Go through the entries below and collect each line with the string "George" in it.

(Collected data)
*** Block opens ***

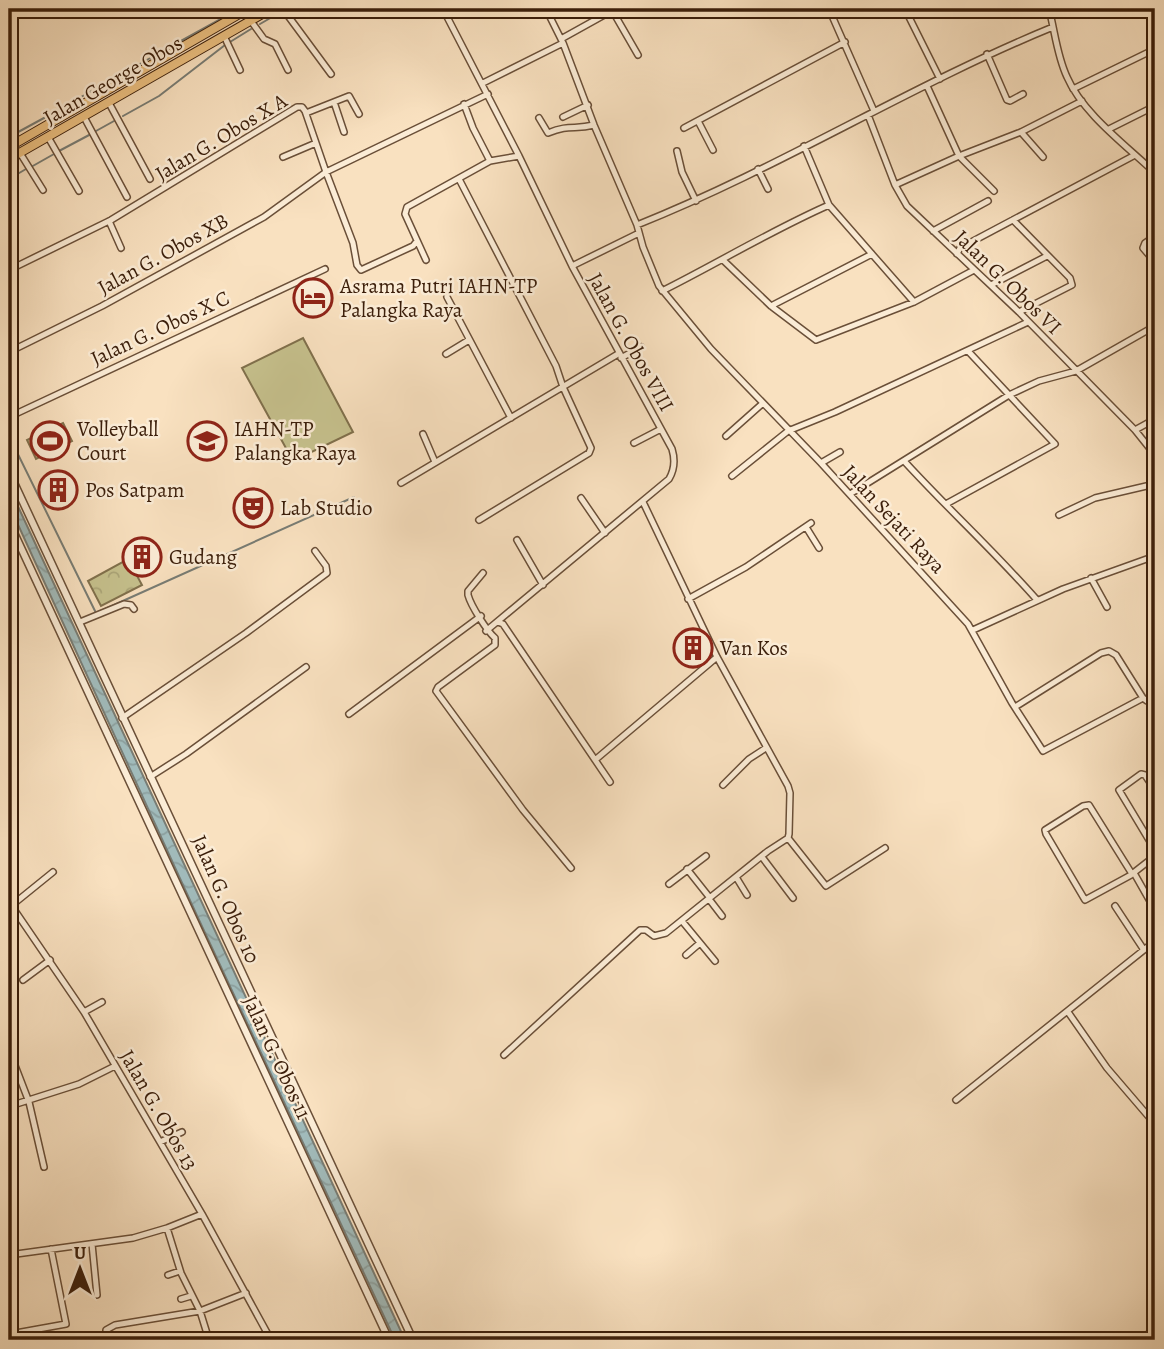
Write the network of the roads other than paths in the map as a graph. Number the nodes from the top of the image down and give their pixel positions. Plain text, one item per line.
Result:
1 (271, 9) edge
2 (283, 9) edge
3 (443, 9) edge
4 (461, 9) edge
5 (546, 9) edge
6 (613, 9) edge
7 (830, 9) edge
8 (905, 9) edge
9 (1049, 9) edge
10 (244, 10) edge
11 (447, 16) junction
12 (251, 21) junction
13 (1053, 27) junction
14 (224, 36) junction
15 (562, 41) junction
16 (845, 42) junction
17 (1155, 49) edge
18 (987, 54) junction
19 (638, 55) dead end
20 (240, 70) dead end
21 (288, 70) dead end
22 (331, 74) dead end
23 (940, 79) junction
24 (483, 83) junction
25 (927, 86) junction
26 (1073, 89) junction
27 (1023, 93) dead end
28 (488, 94) junction
29 (1082, 101) junction
30 (334, 102) junction
31 (109, 103) junction
32 (464, 104) junction
33 (588, 105) junction
34 (1155, 106) edge
35 (874, 111) junction
36 (306, 113) junction
37 (359, 114) dead end
38 (868, 115) junction
39 (84, 117) junction
40 (563, 117) dead end
41 (539, 118) dead end
42 (698, 121) junction
43 (594, 125) junction
44 (684, 128) dead end
45 (1109, 128) junction
46 (344, 132) dead end
47 (1021, 132) junction
48 (48, 137) junction
49 (316, 143) junction
50 (804, 146) junction
51 (9, 147) edge
52 (713, 150) dead end
53 (677, 151) dead end
54 (20, 153) junction
55 (1135, 155) junction
56 (519, 156) junction
57 (959, 156) junction
58 (283, 157) dead end
59 (1043, 157) dead end
60 (9, 159) edge
61 (490, 162) junction
62 (758, 169) junction
63 (326, 172) junction
64 (1155, 173) edge
65 (459, 178) junction
66 (150, 180) dead end
67 (895, 185) junction
68 (768, 189) dead end
69 (43, 190) dead end
70 (79, 191) dead end
71 (994, 191) dead end
72 (127, 197) dead end
73 (696, 201) junction
74 (988, 201) dead end
75 (829, 205) junction
76 (1013, 220) junction
77 (109, 221) junction
78 (637, 225) junction
79 (933, 231) junction
80 (639, 233) junction
81 (1155, 236) edge
82 (417, 241) junction
83 (121, 248) dead end
84 (872, 254) junction
85 (957, 254) junction
86 (1047, 257) junction
87 (426, 260) dead end
88 (723, 260) junction
89 (1155, 262) edge
90 (572, 267) junction
91 (325, 269) dead end
92 (9, 270) edge
93 (974, 270) junction
94 (991, 285) junction
95 (662, 290) junction
96 (447, 297) dead end
97 (914, 302) junction
98 (771, 306) junction
99 (1019, 312) junction
100 (1028, 322) junction
101 (1155, 326) edge
102 (468, 339) junction
103 (641, 347) dead end
104 (968, 351) junction
105 (9, 352) edge
106 (446, 354) dead end
107 (620, 356) junction
108 (1076, 371) junction
109 (563, 387) junction
110 (1009, 395) junction
111 (762, 404) junction
112 (9, 417) edge
113 (511, 418) junction
114 (1155, 419) edge
115 (661, 429) junction
116 (1135, 430) junction
117 (788, 431) junction
118 (423, 434) dead end
119 (726, 436) dead end
120 (634, 443) dead end
121 (840, 452) dead end
122 (1155, 455) edge
123 (905, 461) junction
124 (435, 462) junction
125 (821, 463) junction
126 (9, 472) edge
127 (732, 476) dead end
128 (401, 483) dead end
129 (1155, 484) edge
130 (850, 494) junction
131 (581, 498) dead end
132 (643, 502) junction
133 (946, 504) junction
134 (1059, 515) dead end
135 (479, 520) dead end
136 (9, 522) edge
137 (605, 533) junction
138 (517, 540) dead end
139 (819, 548) dead end
140 (315, 551) dead end
141 (1155, 556) edge
142 (483, 573) dead end
143 (1091, 578) junction
144 (543, 585) junction
145 (688, 599) junction
146 (1037, 600) junction
147 (1107, 607) dead end
148 (134, 609) dead end
149 (481, 616) junction
150 (80, 622) junction
151 (498, 622) junction
152 (973, 630) junction
153 (486, 631) junction
154 (717, 657) junction
155 (306, 667) dead end
156 (1143, 698) junction
157 (1155, 698) edge
158 (1015, 707) junction
159 (349, 714) dead end
160 (122, 718) junction
161 (766, 748) junction
162 (595, 760) junction
163 (150, 777) junction
164 (610, 782) dead end
165 (723, 785) dead end
166 (1155, 790) edge
167 (788, 838) junction
168 (886, 848) dead end
169 (1155, 850) edge
170 (706, 856) dead end
171 (1155, 856) edge
172 (762, 857) junction
173 (571, 868) dead end
174 (687, 869) junction
175 (53, 872) dead end
176 (1133, 874) junction
177 (736, 877) junction
178 (669, 884) dead end
179 (747, 895) dead end
180 (710, 898) junction
181 (793, 898) dead end
182 (10, 904) edge
183 (1115, 906) dead end
184 (1155, 910) edge
185 (722, 916) dead end
186 (682, 920) junction
187 (1155, 942) edge
188 (699, 943) junction
189 (1144, 950) junction
190 (686, 955) dead end
191 (50, 960) junction
192 (715, 961) dead end
193 (23, 979) dead end
194 (102, 1002) dead end
195 (84, 1012) junction
196 (1068, 1012) junction
197 (9, 1050) edge
198 (504, 1055) dead end
199 (115, 1066) junction
200 (956, 1100) dead end
201 (29, 1102) junction
202 (10, 1106) edge
203 (1155, 1124) edge
204 (182, 1132) dead end
205 (160, 1142) junction
206 (44, 1167) dead end
207 (202, 1214) junction
208 (167, 1228) junction
209 (92, 1244) junction
210 (51, 1249) junction
211 (9, 1255) edge
212 (180, 1271) junction
213 (168, 1275) dead end
214 (246, 1293) junction
215 (97, 1295) dead end
216 (191, 1296) junction
217 (181, 1299) dead end
218 (200, 1311) junction
219 (1155, 1327) edge
220 (16, 1333) dead end
221 (107, 1340) edge
222 (209, 1340) edge
223 (271, 1340) edge
224 (389, 1340) edge
225 (413, 1340) edge
226 (1142, 1340) edge

1 - 12 main road, Jalan George Obos
2 - 22 street
3 - 11 street, Jalan G. Obos VIII
4 - 11 street
5 - 15 street, Jalan Sejati Raya
6 - 15 street
6 - 19 street
7 - 16 street
8 - 23 street
9 - 13 street
10 - 51 main road, Jalan George Obos
11 - 24 street, Jalan G. Obos VIII
12 - 14 main road, Jalan George Obos
12 - 21 street
13 - 18 street
13 - 26 street
14 - 20 street
14 - 31 main road, Jalan George Obos
15 - 24 street
15 - 33 street, Jalan Sejati Raya
16 - 35 street
16 - 42 street
17 - 26 street
18 - 23 street
18 - 27 street
23 - 25 street
24 - 28 street, Jalan G. Obos VIII
25 - 35 street
25 - 57 street
26 - 29 street
28 - 32 street
28 - 56 street, Jalan G. Obos VIII
29 - 45 street
29 - 47 street
30 - 36 street
30 - 37 street
30 - 46 street
31 - 39 main road, Jalan George Obos
31 - 66 street
32 - 61 street
32 - 63 street
33 - 40 street
33 - 43 street, Jalan Sejati Raya
34 - 45 street
35 - 38 street
36 - 49 street, Jalan G. Obos X A
36 - 77 street, Jalan G. Obos X A
38 - 50 street
38 - 67 street, Jalan G. Obos VI
39 - 48 main road, Jalan George Obos
39 - 72 street
41 - 43 street
42 - 44 street
42 - 52 street
43 - 78 street, Jalan Sejati Raya
45 - 55 street
47 - 57 street
47 - 59 street
48 - 54 main road, Jalan George Obos
48 - 70 street
49 - 58 street
49 - 63 street, Jalan G. Obos X A
50 - 62 street
50 - 75 street
53 - 73 street
54 - 60 main road, Jalan George Obos
54 - 69 street
55 - 64 street
55 - 76 street
56 - 61 street
56 - 90 street, Jalan G. Obos VIII
57 - 67 street
57 - 71 street
61 - 65 street
62 - 68 street
62 - 73 street
63 - 82 street, Jalan G. Obos X A
63 - 105 street, Jalan G. Obos XB
65 - 82 street
65 - 109 street
67 - 79 street, Jalan G. Obos VI
73 - 78 street
74 - 79 street
75 - 84 street
75 - 88 street
76 - 85 street
76 - 86 street
77 - 83 street
77 - 92 street, Jalan G. Obos X A
78 - 80 street, Jalan Sejati Raya
79 - 85 street, Jalan G. Obos VI
80 - 90 street
80 - 95 street, Jalan Sejati Raya
81 - 89 street
82 - 87 street
84 - 97 street
84 - 98 street
85 - 93 street, Jalan G. Obos VI
86 - 94 street
86 - 99 street
88 - 95 street
88 - 98 street
90 - 107 street, Jalan G. Obos VIII
91 - 112 street, Jalan G. Obos X C
93 - 94 street, Jalan G. Obos VI
93 - 97 street
94 - 99 street, Jalan G. Obos VI
95 - 111 street, Jalan Sejati Raya
96 - 102 street
97 - 98 street
99 - 100 street, Jalan G. Obos VI
100 - 104 street
100 - 108 street, Jalan G. Obos VI
101 - 108 street
102 - 106 street
102 - 113 street
103 - 107 street
104 - 110 street
104 - 117 street
107 - 109 street
107 - 115 street, Jalan G. Obos VIII
108 - 110 street
108 - 116 street, Jalan G. Obos VI
109 - 113 street
109 - 135 street
110 - 123 street
110 - 133 street
111 - 117 street, Jalan Sejati Raya
111 - 119 street
113 - 124 street
114 - 116 street
115 - 120 street
115 - 132 street, Jalan G. Obos VIII
116 - 122 street, Jalan G. Obos VI
117 - 125 street, Jalan Sejati Raya
117 - 127 street
118 - 124 street
121 - 125 street
123 - 130 street
123 - 133 street
124 - 128 street
125 - 130 street, Jalan Sejati Raya
126 - 150 street, Jalan G. Obos 10
129 - 134 street
130 - 152 street, Jalan Sejati Raya
131 - 137 street
132 - 137 street, Jalan G. Obos VIII
132 - 145 street
133 - 146 street
136 - 224 street, Jalan G. Obos 11
137 - 144 street, Jalan G. Obos VIII
138 - 144 street
139 - 145 street
140 - 160 street
141 - 143 street
142 - 149 street
143 - 146 street
143 - 147 street
144 - 151 street, Jalan G. Obos VIII
145 - 154 street
146 - 152 street
148 - 150 street
149 - 153 street
149 - 159 street
150 - 160 street, Jalan G. Obos 10
151 - 153 street, Jalan G. Obos VIII
151 - 162 street
152 - 158 street, Jalan Sejati Raya
153 - 173 street
154 - 161 street
154 - 162 street
155 - 163 street
156 - 157 street
156 - 158 street, Jalan Sejati Raya
156 - 158 street
160 - 163 street, Jalan G. Obos 10
161 - 165 street
161 - 167 street
162 - 164 street
163 - 225 street, Jalan G. Obos 10
166 - 169 street
167 - 168 street
167 - 172 street
170 - 174 street
171 - 176 street
172 - 177 street
172 - 181 street
174 - 178 street
174 - 180 street
175 - 182 street
176 - 176 street
176 - 184 street
177 - 179 street
177 - 180 street
180 - 185 street
180 - 186 street
182 - 191 street, Jalan G. Obos 13
183 - 189 street
186 - 188 street
186 - 198 street
187 - 189 street
188 - 190 street
188 - 192 street
189 - 196 street
191 - 193 street
191 - 195 street, Jalan G. Obos 13
194 - 195 street
195 - 199 street, Jalan G. Obos 13
196 - 200 street
196 - 203 street
197 - 201 street
199 - 201 street
199 - 205 street, Jalan G. Obos 13
201 - 202 street
201 - 206 street
204 - 205 street
205 - 207 street, Jalan G. Obos 13
207 - 208 street
207 - 214 street, Jalan G. Obos 13
208 - 209 street
208 - 212 street
209 - 210 street
209 - 215 street
210 - 211 street
210 - 220 street
212 - 213 street
212 - 216 street
214 - 218 street
214 - 223 street, Jalan G. Obos 13
216 - 217 street
216 - 218 street
218 - 221 street
218 - 222 street
219 - 226 street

*** Block closes ***

**ANSWER BOX**
1 - 12 main road, Jalan George Obos
10 - 51 main road, Jalan George Obos
12 - 14 main road, Jalan George Obos
14 - 31 main road, Jalan George Obos
31 - 39 main road, Jalan George Obos
39 - 48 main road, Jalan George Obos
48 - 54 main road, Jalan George Obos
54 - 60 main road, Jalan George Obos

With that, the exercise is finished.